## [WHAT TO DO]
Among the entries below, which lines include the string "West"? Show each one.

-- GIVEN RECORDS follows --

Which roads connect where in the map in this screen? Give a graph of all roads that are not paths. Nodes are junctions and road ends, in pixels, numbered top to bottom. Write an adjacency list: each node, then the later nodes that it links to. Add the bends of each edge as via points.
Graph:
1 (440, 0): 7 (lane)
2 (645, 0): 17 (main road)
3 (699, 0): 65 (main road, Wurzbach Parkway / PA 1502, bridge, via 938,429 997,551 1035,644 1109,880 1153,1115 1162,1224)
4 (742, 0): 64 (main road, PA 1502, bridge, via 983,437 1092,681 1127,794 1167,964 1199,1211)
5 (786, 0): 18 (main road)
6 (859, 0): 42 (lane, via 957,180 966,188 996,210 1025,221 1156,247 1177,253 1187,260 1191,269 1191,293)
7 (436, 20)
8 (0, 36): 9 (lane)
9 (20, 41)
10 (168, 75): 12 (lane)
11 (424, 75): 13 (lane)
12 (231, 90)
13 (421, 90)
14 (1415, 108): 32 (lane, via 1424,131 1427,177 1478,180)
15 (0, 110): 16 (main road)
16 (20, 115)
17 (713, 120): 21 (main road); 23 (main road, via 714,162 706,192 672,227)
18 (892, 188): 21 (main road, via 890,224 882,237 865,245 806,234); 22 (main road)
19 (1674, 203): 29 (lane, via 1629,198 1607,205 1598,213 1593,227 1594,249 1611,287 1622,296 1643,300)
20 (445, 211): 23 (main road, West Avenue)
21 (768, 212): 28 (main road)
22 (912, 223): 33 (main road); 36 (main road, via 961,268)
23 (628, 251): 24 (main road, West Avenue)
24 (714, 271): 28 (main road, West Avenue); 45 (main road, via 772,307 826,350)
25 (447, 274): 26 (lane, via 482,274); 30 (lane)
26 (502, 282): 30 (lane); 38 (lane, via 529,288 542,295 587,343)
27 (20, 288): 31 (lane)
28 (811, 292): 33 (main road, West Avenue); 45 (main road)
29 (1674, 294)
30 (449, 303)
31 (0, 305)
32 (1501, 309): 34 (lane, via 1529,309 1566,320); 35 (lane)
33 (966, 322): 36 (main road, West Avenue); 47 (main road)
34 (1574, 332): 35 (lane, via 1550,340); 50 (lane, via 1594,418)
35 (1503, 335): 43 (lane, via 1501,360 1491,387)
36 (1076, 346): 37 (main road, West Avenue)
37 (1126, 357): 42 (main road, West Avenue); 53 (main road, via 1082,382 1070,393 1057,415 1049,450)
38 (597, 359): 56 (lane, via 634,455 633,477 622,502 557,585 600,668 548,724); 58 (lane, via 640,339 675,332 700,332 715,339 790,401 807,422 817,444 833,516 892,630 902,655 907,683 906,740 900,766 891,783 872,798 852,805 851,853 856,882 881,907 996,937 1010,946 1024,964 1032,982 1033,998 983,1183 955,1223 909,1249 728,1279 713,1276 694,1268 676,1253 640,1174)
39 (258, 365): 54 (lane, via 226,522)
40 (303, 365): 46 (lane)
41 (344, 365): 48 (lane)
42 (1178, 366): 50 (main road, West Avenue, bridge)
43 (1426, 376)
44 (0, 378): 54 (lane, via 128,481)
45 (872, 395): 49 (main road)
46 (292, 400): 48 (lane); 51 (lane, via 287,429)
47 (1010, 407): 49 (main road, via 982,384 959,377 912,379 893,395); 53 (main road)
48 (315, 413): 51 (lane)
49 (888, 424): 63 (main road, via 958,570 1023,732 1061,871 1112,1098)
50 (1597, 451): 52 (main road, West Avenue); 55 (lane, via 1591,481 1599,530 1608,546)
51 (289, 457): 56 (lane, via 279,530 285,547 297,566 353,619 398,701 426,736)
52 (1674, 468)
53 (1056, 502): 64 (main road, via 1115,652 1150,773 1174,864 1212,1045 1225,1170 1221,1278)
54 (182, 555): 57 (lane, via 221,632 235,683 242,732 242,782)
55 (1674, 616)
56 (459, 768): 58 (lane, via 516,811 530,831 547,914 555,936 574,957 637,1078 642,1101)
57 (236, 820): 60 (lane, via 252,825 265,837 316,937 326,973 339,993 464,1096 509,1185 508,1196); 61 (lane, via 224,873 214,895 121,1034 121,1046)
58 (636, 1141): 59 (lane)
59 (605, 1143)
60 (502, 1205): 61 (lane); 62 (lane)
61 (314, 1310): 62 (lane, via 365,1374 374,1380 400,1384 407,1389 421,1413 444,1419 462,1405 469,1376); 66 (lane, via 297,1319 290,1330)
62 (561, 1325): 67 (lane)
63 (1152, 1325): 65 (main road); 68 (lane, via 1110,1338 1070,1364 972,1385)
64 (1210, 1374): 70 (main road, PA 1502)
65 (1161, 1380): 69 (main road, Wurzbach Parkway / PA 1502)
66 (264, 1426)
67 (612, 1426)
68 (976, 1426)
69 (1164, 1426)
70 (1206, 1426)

-- GIVEN RECORDS concluded --

## [THE COMPLETED TASK]
20 (445, 211): 23 (main road, West Avenue)
23 (628, 251): 24 (main road, West Avenue)
24 (714, 271): 28 (main road, West Avenue); 45 (main road, via 772,307 826,350)
28 (811, 292): 33 (main road, West Avenue); 45 (main road)
33 (966, 322): 36 (main road, West Avenue); 47 (main road)
36 (1076, 346): 37 (main road, West Avenue)
37 (1126, 357): 42 (main road, West Avenue); 53 (main road, via 1082,382 1070,393 1057,415 1049,450)
42 (1178, 366): 50 (main road, West Avenue, bridge)
50 (1597, 451): 52 (main road, West Avenue); 55 (lane, via 1591,481 1599,530 1608,546)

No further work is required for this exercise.